Utah State University art professor Christopher Terry is exhibiting a new body of work this month at the University’s Studio 102 Gallery. Executed while the artist was on a year-long sabbatical in Essen, Germany, these paintings are filled with Terry’s iconic interior settings — open spaces centered around simple still-life compositions and devoted to the artist’s true subject: light.

Terry, a native of New England who studied at Rhode Island College and the University of Wisconsin, has been in Cache Valley for over twenty years. He enjoys life in Logan, where he can get to almost everything on his bike. He makes yearly migrations to Rhode Island to assuage his longing for the ocean, and while he enjoys Logan’s beautiful setting he admits that sometimes he longs for a more urban setting. So given the opportunity to take the 2008-2009 school year off he decided to spend his time in one of Germany’s larger cities.
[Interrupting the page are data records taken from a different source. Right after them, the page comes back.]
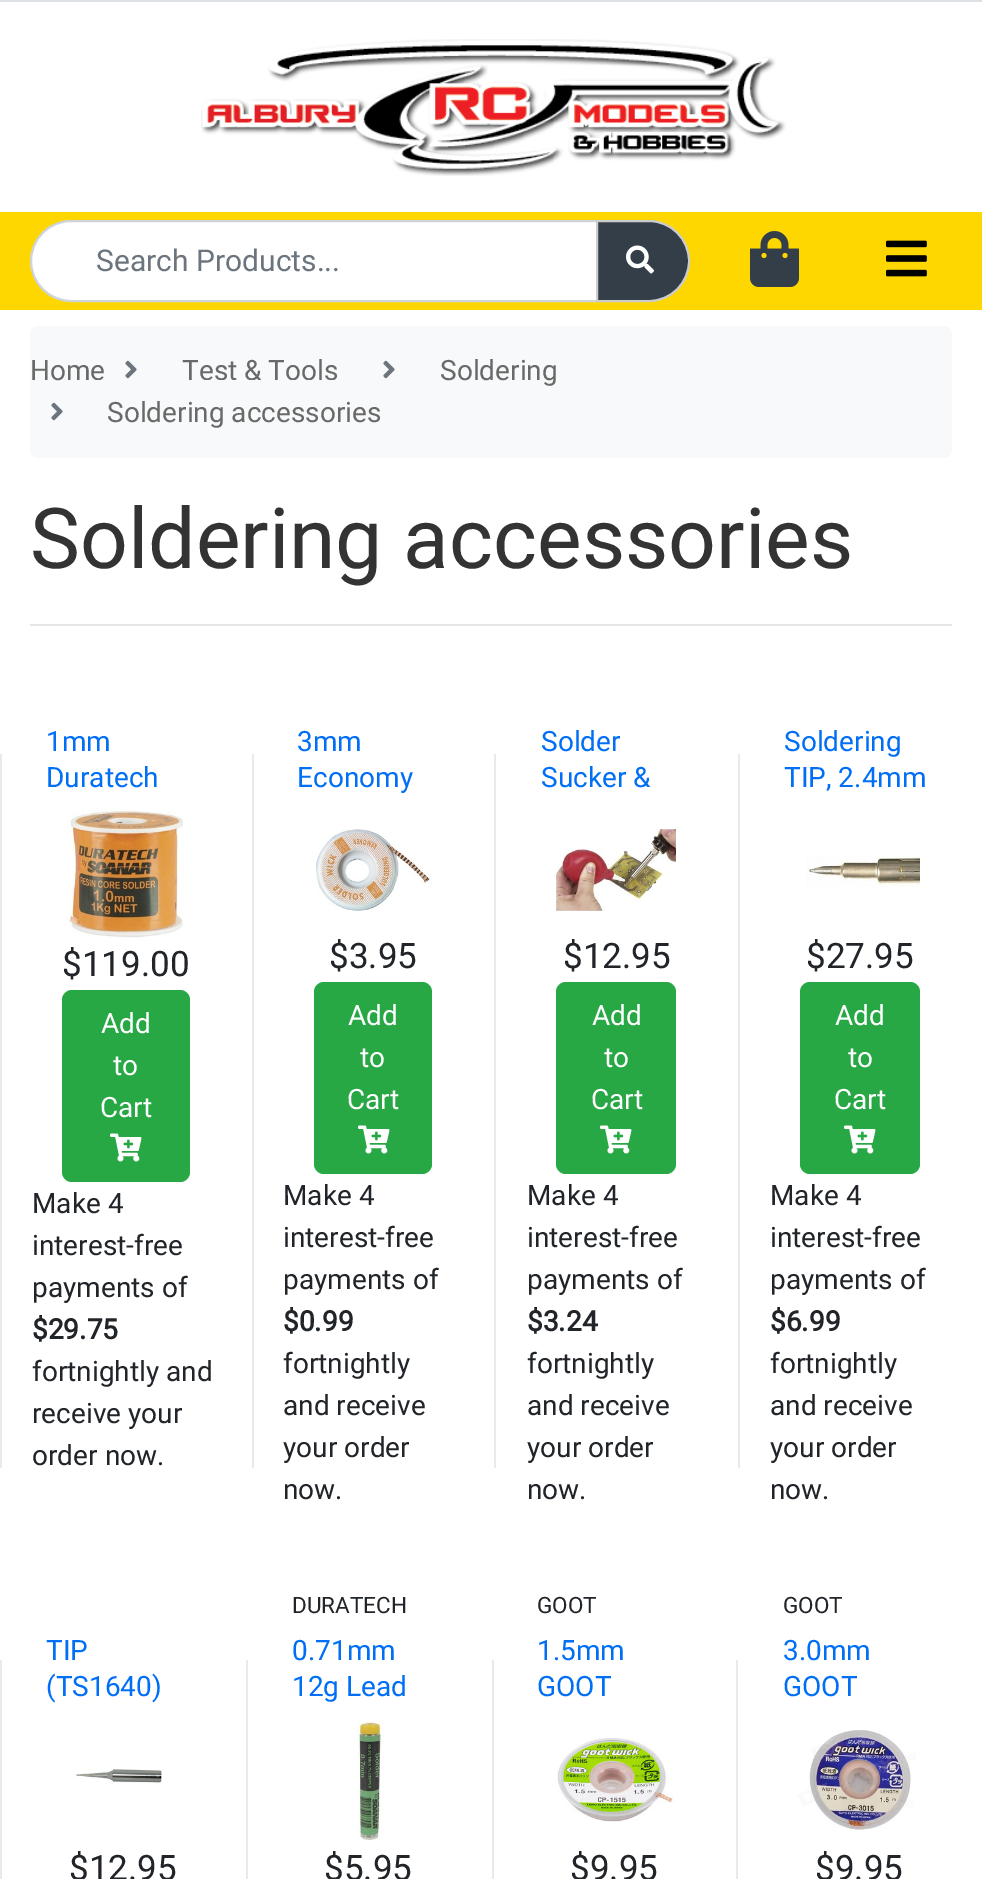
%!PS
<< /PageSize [982 1879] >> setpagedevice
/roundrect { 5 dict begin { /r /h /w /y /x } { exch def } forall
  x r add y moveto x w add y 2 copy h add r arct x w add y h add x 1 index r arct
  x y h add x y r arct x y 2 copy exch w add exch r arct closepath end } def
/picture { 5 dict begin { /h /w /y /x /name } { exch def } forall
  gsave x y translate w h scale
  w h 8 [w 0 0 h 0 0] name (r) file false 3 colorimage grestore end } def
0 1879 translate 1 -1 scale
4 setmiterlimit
1 setgray
0 0 982 1879 rectfill
0.871 0.886 0.902 setrgbcolor
0 0 982 2 rectfill
(img1.rgb) 201 39 585 137 picture
0.996 0.843 0 setrgbcolor
0 212 982 98 rectfill
1 setgray
newpath 71 221 moveto 597 221 lineto 597 301 lineto 71 301 lineto 49 301 31 283 31 261 curveto 31 239 49 221 71 221 curveto closepath gsave fill grestore
0.808 0.831 0.855 setrgbcolor
2 setlinewidth
stroke
/Roboto-Regular [30 0 0 -30 0 0] selectfont
0.424 0.459 0.49 setrgbcolor
96 271 moveto (Search Products...) show
0.2 0.243 0.282 setrgbcolor
newpath 597 221 moveto 649 221 lineto 671 221 689 239 689 261 curveto 689 283 671 301 649 301 curveto 597 301 lineto closepath gsave fill grestore
0.8 setgray
stroke
(img2.rgb) 626 245 28 29 picture
(img3.rgb) 750 231 49 56 picture
(img4.rgb) 886 240 41 37 picture
0.973 0.976 0.98 setrgbcolor
30 326 922 132 8 roundrect fill
/Roboto-Regular [28 0 0 -28 0 0] selectfont
0.412 setgray
30 380 moveto (Home) show
(img5.rgb) 125 360 12 19 picture
182 380 moveto (Test & Tools) show
(img5.rgb) 383 360 12 19 picture
440 380 moveto (Soldering) show
(img5.rgb) 51 402 12 19 picture
0.973 0.976 0.98 setrgbcolor
82 380 324 64 8 roundrect fill
0.412 setgray
107 422 moveto (Soldering accessories) show
/Roboto-Regular [84 0 0 -84 0 0] selectfont
0.2 setgray
30 568 moveto (Soldering accessories) show
0.902 setgray
30 624 922 2 rectfill
0.918 setgray
0 754 2 714 rectfill
/Roboto-Regular [28 0 0 -28 0 0] selectfont
0 0.435 0.961 setrgbcolor
46 751 moveto (1mm) show
46 787 moveto (Duratech) show
(img6.rgb) 66 810 119 128 picture
/Roboto-Regular [35 0 0 -35 0 0] selectfont
0.129 0.145 0.161 setrgbcolor
62 976 moveto ($119.00) show
0.157 0.655 0.271 setrgbcolor
62 990 128 192 10 roundrect fill
/Roboto-Regular [28 0 0 -28 0 0] selectfont
1 setgray
101 1033 moveto (Add) show
113 1075 moveto (to) show
100 1117 moveto (Cart) show
(img7.rgb) 110 1133 32 29 picture
0.129 0.145 0.161 setrgbcolor
32 1213 moveto (Make 4) show
32 1255 moveto (interest-free) show
32 1297 moveto (payments of) show
/Roboto-Bold [28 0 0 -28 0 0] selectfont
32 1339 moveto ($29.75) show
/Roboto-Regular [28 0 0 -28 0 0] selectfont
32 1381 moveto (fortnightly and) show
32 1423 moveto (receive your) show
32 1465 moveto (order now.) show
0.918 setgray
252 754 2 714 rectfill
0 0.435 0.961 setrgbcolor
297 751 moveto (3mm) show
297 787 moveto (Economy) show
(img8.rgb) 316 829 116 82 picture
/Roboto-Regular [35 0 0 -35 0 0] selectfont
0.129 0.145 0.161 setrgbcolor
329 968 moveto ($3.95) show
0.157 0.655 0.271 setrgbcolor
314 982 118 192 10 roundrect fill
/Roboto-Regular [28 0 0 -28 0 0] selectfont
1 setgray
348 1025 moveto (Add) show
360 1067 moveto (to) show
347 1109 moveto (Cart) show
(img7.rgb) 358 1125 32 29 picture
0.129 0.145 0.161 setrgbcolor
283 1205 moveto (Make 4) show
283 1247 moveto (interest-free) show
283 1289 moveto (payments of) show
/Roboto-Bold [28 0 0 -28 0 0] selectfont
283 1331 moveto ($0.99) show
/Roboto-Regular [28 0 0 -28 0 0] selectfont
283 1373 moveto (fortnightly) show
283 1415 moveto (and receive) show
283 1457 moveto (your order) show
283 1499 moveto (now.) show
0.918 setgray
494 754 2 714 rectfill
0 0.435 0.961 setrgbcolor
541 751 moveto (Solder) show
541 787 moveto (Sucker &) show
(img9.rgb) 556 829 120 82 picture
/Roboto-Regular [35 0 0 -35 0 0] selectfont
0.129 0.145 0.161 setrgbcolor
563 968 moveto ($12.95) show
0.157 0.655 0.271 setrgbcolor
556 982 120 192 10 roundrect fill
/Roboto-Regular [28 0 0 -28 0 0] selectfont
1 setgray
592 1025 moveto (Add) show
604 1067 moveto (to) show
591 1109 moveto (Cart) show
(img7.rgb) 600 1125 32 29 picture
0.129 0.145 0.161 setrgbcolor
527 1205 moveto (Make 4) show
527 1247 moveto (interest-free) show
527 1289 moveto (payments of) show
/Roboto-Bold [28 0 0 -28 0 0] selectfont
527 1331 moveto ($3.24) show
/Roboto-Regular [28 0 0 -28 0 0] selectfont
527 1373 moveto (fortnightly) show
527 1415 moveto (and receive) show
527 1457 moveto (your order) show
527 1499 moveto (now.) show
0.918 setgray
738 754 2 714 rectfill
0 0.435 0.961 setrgbcolor
784 751 moveto (Soldering) show
784 787 moveto (TIP, 2.4mm) show
(img10.rgb) 806 856 114 31 picture
/Roboto-Regular [35 0 0 -35 0 0] selectfont
0.129 0.145 0.161 setrgbcolor
806 968 moveto ($27.95) show
0.157 0.655 0.271 setrgbcolor
800 982 120 192 10 roundrect fill
/Roboto-Regular [28 0 0 -28 0 0] selectfont
1 setgray
835 1025 moveto (Add) show
848 1067 moveto (to) show
834 1109 moveto (Cart) show
(img7.rgb) 844 1125 32 29 picture
0.129 0.145 0.161 setrgbcolor
770 1205 moveto (Make 4) show
770 1247 moveto (interest-free) show
770 1289 moveto (payments of) show
/Roboto-Bold [28 0 0 -28 0 0] selectfont
770 1331 moveto ($6.99) show
/Roboto-Regular [28 0 0 -28 0 0] selectfont
770 1373 moveto (fortnightly) show
770 1415 moveto (and receive) show
770 1457 moveto (your order) show
770 1499 moveto (now.) show
0.918 setgray
0 1660 2 219 rectfill
0 0.435 0.961 setrgbcolor
46 1660 moveto (TIP) show
46 1696 moveto (\(TS1640\)) show
(img11.rgb) 74 1769 89 15 picture
/Roboto-Regular [35 0 0 -35 0 0] selectfont
0.129 0.145 0.161 setrgbcolor
69 1880 moveto ($12.95) show
0.918 setgray
246 1660 2 219 rectfill
/Roboto-Regular [22.5 0 0 -22.5 0 0] selectfont
0.129 0.145 0.161 setrgbcolor
292 1613 moveto (DURATECH) show
/Roboto-Regular [28 0 0 -28 0 0] selectfont
0 0.435 0.961 setrgbcolor
292 1660 moveto (0.71mm) show
292 1696 moveto (12g Lead) show
(img12.rgb) 357 1720 28 121 picture
/Roboto-Regular [35 0 0 -35 0 0] selectfont
0.129 0.145 0.161 setrgbcolor
324 1880 moveto ($5.95) show
0.918 setgray
492 1660 2 219 rectfill
/Roboto-Regular [22.5 0 0 -22.5 0 0] selectfont
0.129 0.145 0.161 setrgbcolor
537 1613 moveto (GOOT) show
/Roboto-Regular [28 0 0 -28 0 0] selectfont
0 0.435 0.961 setrgbcolor
537 1660 moveto (1.5mm) show
537 1696 moveto (GOOT) show
(img13.rgb) 557 1738 117 84 picture
/Roboto-Regular [35 0 0 -35 0 0] selectfont
0.129 0.145 0.161 setrgbcolor
570 1880 moveto ($9.95) show
0.918 setgray
736 1660 2 219 rectfill
/Roboto-Regular [22.5 0 0 -22.5 0 0] selectfont
0.129 0.145 0.161 setrgbcolor
783 1613 moveto (GOOT) show
/Roboto-Regular [28 0 0 -28 0 0] selectfont
0 0.435 0.961 setrgbcolor
783 1660 moveto (3.0mm) show
783 1696 moveto (GOOT) show
(img14.rgb) 798 1730 118 100 picture
/Roboto-Regular [35 0 0 -35 0 0] selectfont
0.129 0.145 0.161 setrgbcolor
815 1880 moveto ($9.95) show
showpage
Terry has been to Germany twice before, both times as a Fulbright scholar. While he was living in California Terry had met Rudolf Knubel, and the two artists struck up a friendship. When Terry received his first Fulbright Knubel helped get him a Visiting Professor position at the University of Essen. For his sabbatical Terry returned to Essen, where he rented a 75 square meter studio that was a classroom in a former grammar school. In this large space, akin to many of his paintings, he set up his materials and began painting. Some of these were exhibited in Germany, and a few were sent to a gallery in North Carolina, but the remainder were rolled up and shipped back to Logan, where they have been restretched and unveiled for the Studio 102 exhibit.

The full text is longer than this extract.